Figure 5. Involvement of Sirt1 in CR-mediated enhancement of autophagy under hypoxia.

(A) Bnip3 and Sirt1 expression and LC3II formation in retrovirally mediated Sirt1-knockdown cells under hypoxia (1% O₂, 24 hours) in AL and CR serum conditions. To detect LC3I and LC3II bands, cells were preincubated with lysosomal inhibitor (E64d and pepstatin A). (B) Quantitative analysis of the ratio of LC3II to LC3I (n = 4). (C) Hypoxia-induced autophagy in Sirt1-knockdown cells under AL and CR serum conditions.

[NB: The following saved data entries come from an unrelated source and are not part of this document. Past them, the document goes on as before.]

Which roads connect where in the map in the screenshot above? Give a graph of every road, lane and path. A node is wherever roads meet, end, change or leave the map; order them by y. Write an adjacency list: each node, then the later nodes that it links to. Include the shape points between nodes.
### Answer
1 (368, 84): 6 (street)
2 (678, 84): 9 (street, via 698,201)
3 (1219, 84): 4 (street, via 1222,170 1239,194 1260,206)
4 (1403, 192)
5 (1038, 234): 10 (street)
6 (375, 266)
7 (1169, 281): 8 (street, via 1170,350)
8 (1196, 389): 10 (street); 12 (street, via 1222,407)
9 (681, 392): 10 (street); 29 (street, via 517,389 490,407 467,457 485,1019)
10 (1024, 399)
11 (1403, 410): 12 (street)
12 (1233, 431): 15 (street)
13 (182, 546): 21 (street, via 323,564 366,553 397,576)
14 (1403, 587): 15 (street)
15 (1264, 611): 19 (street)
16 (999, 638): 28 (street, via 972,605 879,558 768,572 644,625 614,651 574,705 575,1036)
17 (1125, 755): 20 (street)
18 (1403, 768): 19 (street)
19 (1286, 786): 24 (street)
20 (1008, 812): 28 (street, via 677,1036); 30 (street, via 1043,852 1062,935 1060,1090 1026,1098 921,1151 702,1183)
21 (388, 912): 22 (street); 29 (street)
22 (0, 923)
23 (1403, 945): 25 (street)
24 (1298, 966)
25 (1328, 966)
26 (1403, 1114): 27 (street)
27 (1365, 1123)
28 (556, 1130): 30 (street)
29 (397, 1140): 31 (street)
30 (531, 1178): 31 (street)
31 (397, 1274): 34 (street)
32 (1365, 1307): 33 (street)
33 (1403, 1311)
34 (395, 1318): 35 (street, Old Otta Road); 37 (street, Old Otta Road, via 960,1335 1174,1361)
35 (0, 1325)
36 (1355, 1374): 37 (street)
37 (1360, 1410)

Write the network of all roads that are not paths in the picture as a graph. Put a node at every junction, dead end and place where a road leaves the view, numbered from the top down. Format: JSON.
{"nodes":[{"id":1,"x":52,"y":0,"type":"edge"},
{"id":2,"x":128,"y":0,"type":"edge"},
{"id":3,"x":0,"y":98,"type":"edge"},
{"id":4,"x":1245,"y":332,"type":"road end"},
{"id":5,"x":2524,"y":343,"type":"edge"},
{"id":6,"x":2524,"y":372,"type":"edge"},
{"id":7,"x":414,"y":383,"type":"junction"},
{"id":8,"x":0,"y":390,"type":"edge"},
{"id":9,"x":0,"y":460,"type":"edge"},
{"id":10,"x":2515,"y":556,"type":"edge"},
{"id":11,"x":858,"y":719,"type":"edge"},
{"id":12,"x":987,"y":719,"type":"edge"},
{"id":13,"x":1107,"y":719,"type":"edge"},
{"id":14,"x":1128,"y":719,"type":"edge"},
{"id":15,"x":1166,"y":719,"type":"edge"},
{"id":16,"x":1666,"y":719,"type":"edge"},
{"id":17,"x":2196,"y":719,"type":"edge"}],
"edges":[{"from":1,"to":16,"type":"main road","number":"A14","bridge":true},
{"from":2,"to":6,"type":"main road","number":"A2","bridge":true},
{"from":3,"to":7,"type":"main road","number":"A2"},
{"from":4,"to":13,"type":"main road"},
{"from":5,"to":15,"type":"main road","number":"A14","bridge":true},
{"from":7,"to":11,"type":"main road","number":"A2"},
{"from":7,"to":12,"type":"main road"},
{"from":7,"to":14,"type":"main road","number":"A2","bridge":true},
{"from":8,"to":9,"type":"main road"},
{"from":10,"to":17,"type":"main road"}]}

Original magnification, ×400. Right: Percentage of GFP⁺ cells with punctate GFP-LC3 fluorescence. (D) Expression of Bnip3 and LCII formation under hypoxia in retrovirally mediated Bnip3-overexpressing cells infected with either adenoviral mutated Sirt1 (H355A) or LacZ in CR serum. To detect LC3I and LC3II bands, cells were preincubated as in A. (E) Quantitative analysis of the ratio of LC3II to LC3I (n = 4). (F) Hypoxia-induced autophagy in retrovirally mediated Bnip3-overexpressing cells infected with either adenoviral mutated Sirt1 (H355A) or LacZ in CR serum. Original magnification, ×400. Right: Percentage of GFP⁺ cells with punctate GFP-LC3 fluorescence. Data are mean ± SEM. *P < 0.05.